Homo res cz.1

Cieszyłem się jak dziecko, gdy doktor Hohenheim stwierdził, że jestem najbardziej obiecującym ze wszystkich studentów i zaprosił do swojego laboratorium. Wierzyłem, iż będę mógł uczestniczyć w czymś naprawdę ważnym i realizować własne pasje, a może nawet dokonać nowych odkryć dla dobra ludzkości. Tymczasem trafiłem do wnętrza koszmaru. Ale od początku. Aspirowałem wysoko. Podejrzewałem, że mój talent zostanie dostrzeżony. Pierwsze tego znaki zauważyłem na studiach. Zawsze miałem lżej, lepiej niż inni. Może dlatego, że faktycznie byłem lepszy, stworzony do wysokich celów. Ludzie widzieli we mnie, to coś. Ten pierwiastek potrzebny do tego, żeby stać się mistrzem fachu. Laboratorium znajdowało się tuż przy kostnicy. Doktor ciągle żartował, że ceni sobie dobre towarzystwo. W każdym razie wtedy wydawało mi się, że żartuje.

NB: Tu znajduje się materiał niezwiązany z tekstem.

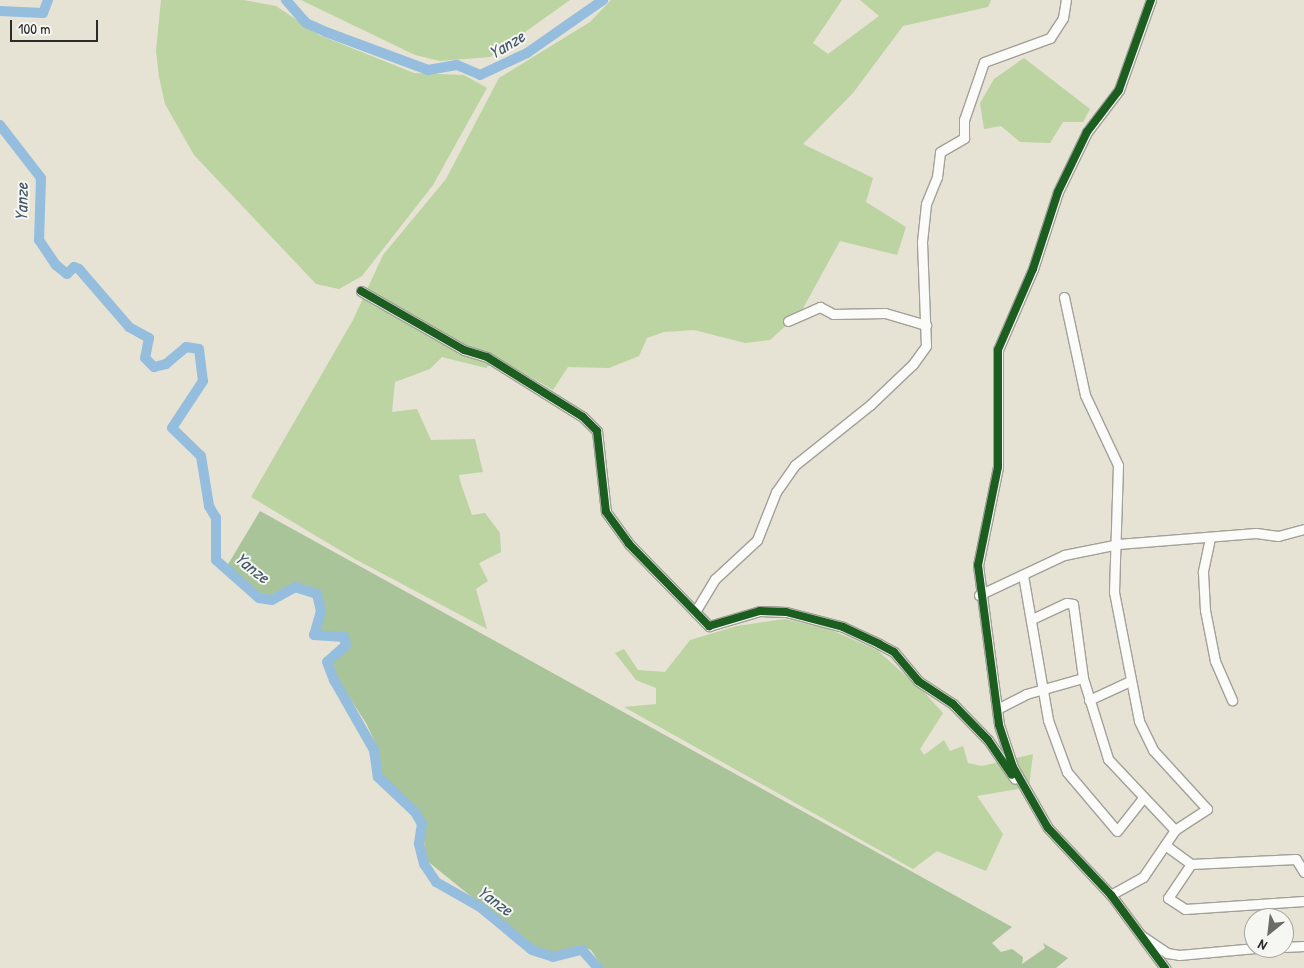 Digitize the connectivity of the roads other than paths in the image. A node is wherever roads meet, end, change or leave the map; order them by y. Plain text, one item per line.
1 (1066, 0) edge
2 (1151, 0) edge
3 (361, 291) dead end
4 (1064, 296) dead end
5 (788, 321) dead end
6 (926, 325) junction
7 (1304, 529) edge
8 (1210, 538) junction
9 (1118, 544) junction
10 (1023, 575) junction
11 (979, 595) junction
12 (695, 612) junction
13 (1032, 619) junction
14 (1083, 678) junction
15 (1130, 682) junction
16 (1042, 689) junction
17 (1089, 700) junction
18 (1232, 700) dead end
19 (997, 709) junction
20 (1022, 786) junction
21 (1143, 798) junction
22 (1175, 830) junction
23 (1165, 845) junction
24 (1191, 864) junction
25 (1304, 872) edge
26 (1110, 895) junction
27 (1304, 901) edge
28 (1136, 931) junction
29 (1244, 949) edge
30 (1165, 968) edge

1 - 6 street
2 - 11 street
3 - 12 street
4 - 9 street
5 - 6 street
6 - 12 street
7 - 8 street
8 - 9 street
8 - 18 street
9 - 10 street
9 - 15 street
10 - 11 street
10 - 13 street
11 - 19 street
12 - 20 street
13 - 14 street
13 - 16 street
14 - 16 street
14 - 17 street
15 - 17 street
15 - 22 street
16 - 19 street
16 - 21 street
17 - 21 street
19 - 20 street
20 - 26 street
21 - 22 street
22 - 23 street
23 - 24 street
23 - 26 street
24 - 25 street
24 - 27 street
26 - 28 street
28 - 29 street
28 - 30 street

Wnętrze nie potrafiło urzec. Chyba że zagorzałego wielbiciela brudu i krwi. Tego było w nadmiarze. Kolekcja zafajdanych probówek straszyła od samego wejścia, ustawiona dokładnie na wprost razem z zakrwawionymi ręcznikami, jakby starając się przegnać każdego interesanta. Zatrzymałem się obok stolika, zimna stal biła po oczach, a ja zastanawiałem się, czy nie pomyliłem adresu. Stres towarzyszył mi od początku. Dreszcz emocji popychał ambicje do przodu, nie pozwalając mi cofnąć się ani o krok. Podskoczyłem jak baletnica zaczynająca występ, kiedy poczułem na włosach coś mokrego. Sufit przeciekał w wielu miejscach. Czarny brud panował wszędzie. Nic nie wskazywało, że jestem w laboratorium. Zupełnie nic. Może tylko fakt, że siedział w nim doktor Hohenheim. W półmroku wyglądał jak mafijny boss, obserwujący moje ruchy. Jego ludzie stali w czterech katach pomieszczenia i czekali. Aż zrobię coś nie tak, wejdę w strefę strzału. Przełknąłem ślinę. Oprawcy zniknęli, został tylko mistrz, który podszedł do mnie wolno, poprawiając kitel.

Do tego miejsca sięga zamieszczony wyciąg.